The trouble with busing for the purposes of integration, or as its opponents would have it, forced busing for the sake of miscegenation, is that the lie overwhelmed the truth. Politicians talked of busing as if it were some sort of social experiment in which the courts decided, for no discernible reason, that it would be a good idea to bus kids halfway across town while their parents pulled their hair out in rage. That was the lie.
The truth was that the courts only ordered busing as a last resort. They ordered it only after school boards and politicians had purposely segregated the school system, after they had built schools and drawn boundaries so that whites and blacks would not -- no matter what the Constitution said -- go to school together. That was when courts stepped in. They ordered busing when there was no other way to integrate a school system that had been purposely segregated in violation of the law.
Now we have something similar happening when it comes to school prayer. As with busing, the issue has fallen into the hands of unscrupulous politicians who talk of taking God out of the classroom or some such nonsense. An example of that sort of thinking comes not from a politician, but from a cartoonist for the Tampa Tribune, Wayne Stayskal. For Thanksgiving, he showed a group of Pilgrims on the beach at Plymouth, being warned by a policeman that praying is not permitted: "Hey, no praying here . . . This is a public beach!" Even for a cartoonist, this is sheer nonsense, but it reflects the apparently widely held view that the courts have banished prayer.
This, of course, has been President Reagan's theme for some time now, and he has been as wrong on this as he was when he lectured Charlotte, N.C., on the evils of busing, choosing a city where busing works and works well. From time to time, he cites the case of some school kid who is ordered not to pray and implies that this or something like it is the intent of the courts and the evil liberals at the ACLU who brought suit. It's possible that from time to time something like that does happen, but if it does it's because someone got the law wrong, not right. The president, of all people, ought to know that.
Like busing, though, school prayer and the role of religion in general are discussed as if nothing preceded the controversy -- as if there is no history to it. In the case of school prayer, there happens to be a history of kids being compelled to say prayers, of prayers organized by the school, of minority kids being made to feel unwelcome, pressured -- different.

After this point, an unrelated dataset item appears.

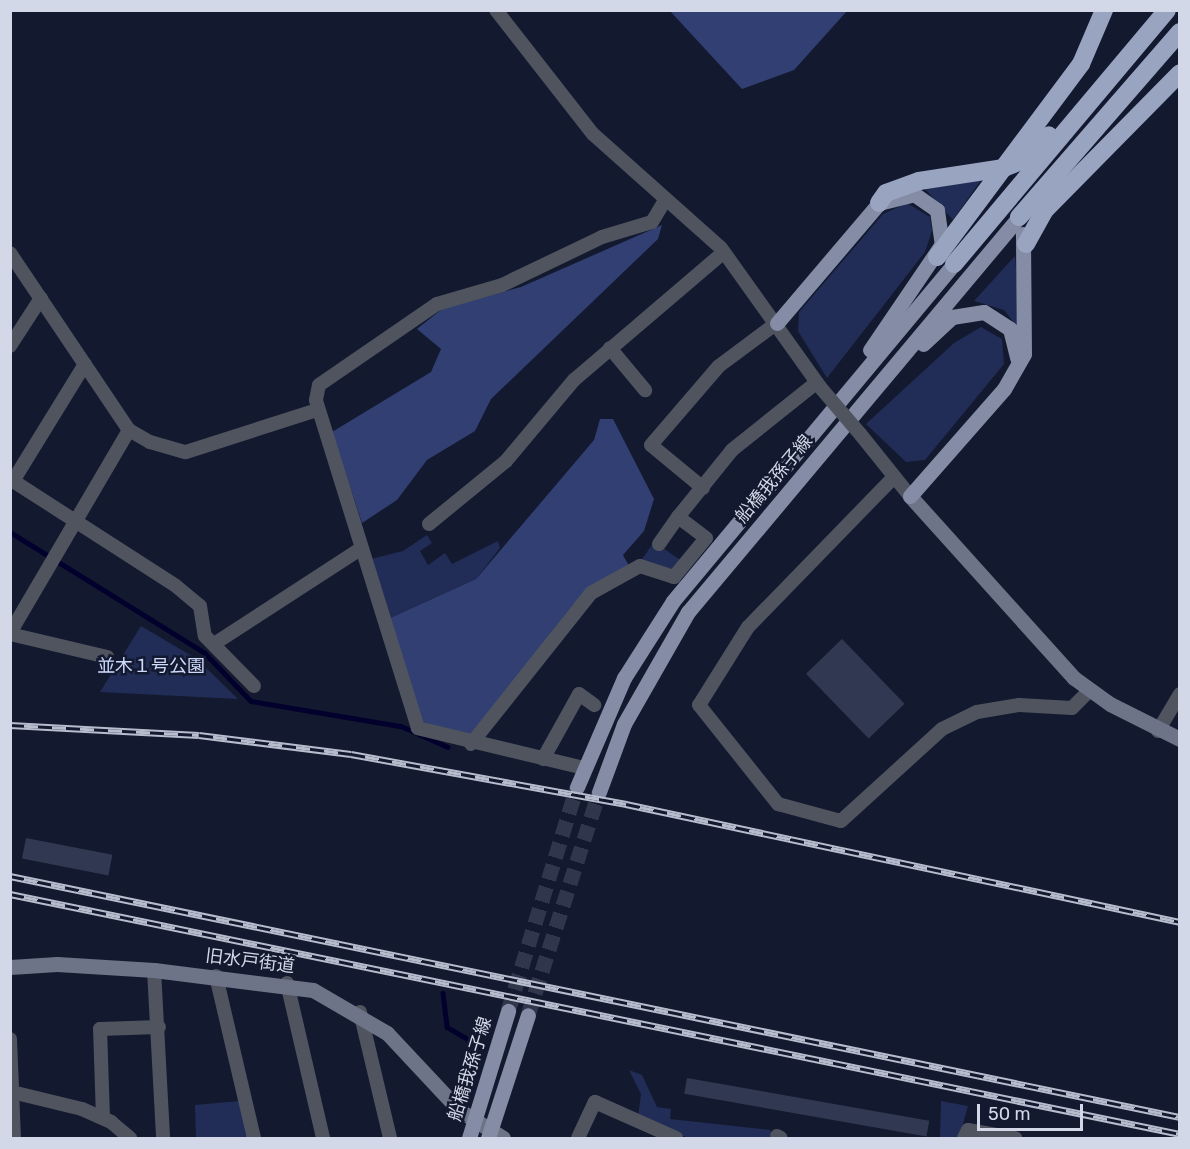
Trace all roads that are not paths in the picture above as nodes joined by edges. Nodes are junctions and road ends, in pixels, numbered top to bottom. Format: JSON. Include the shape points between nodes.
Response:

It is approximately for these reasons that the courts told the schools to get out of the prayer business, saying that the Constitution forbids the government to either interfere with or promote religion. There is nothing in the decision that would stop some kid from praying on his or her own time. If there were, it would not only be outrageous, it would be unconstitutional.
As with busing, the reason for the various court decisions regarding prayer has been lost. Truth has been overwhelmed by a lie. And politicians, from the president on down, discuss the prayer issue as if the courts, with nothing to do on a slow day, decided to monkey with religion. That's cheap politics, of course, but it's something worse than that. It's yet another example of that lowest of low blows: blaming the victim.
In the case of busing, organizations such as the NAACP that for years have been fighting school segregation get blamed when their opponents' intransigence finally compels a busing order. In other words, those who only insist that the law be obeyed get blamed for a remedy forced on the courts by those who broke the law in the first place.
In school prayer, it works pretty much the same way. Those who wanted only to protect the rights of kids who either did not want to pray or did not like the wording of the particular prayer are being blamed for kicking God out of school and for banning prayer everywhere -- from New England beaches to the hallways of America's schools.
Thanks to political expediency, things get turned upside down. In both busing and school prayer, the majority is made out to be the victim, and the real victim, the minority, is made to appear the oppressor. That's precisely what the majority wants to hear and that is precisely what it gets told by many politicians. They know where the votes are. It's their consciences they've misplaced.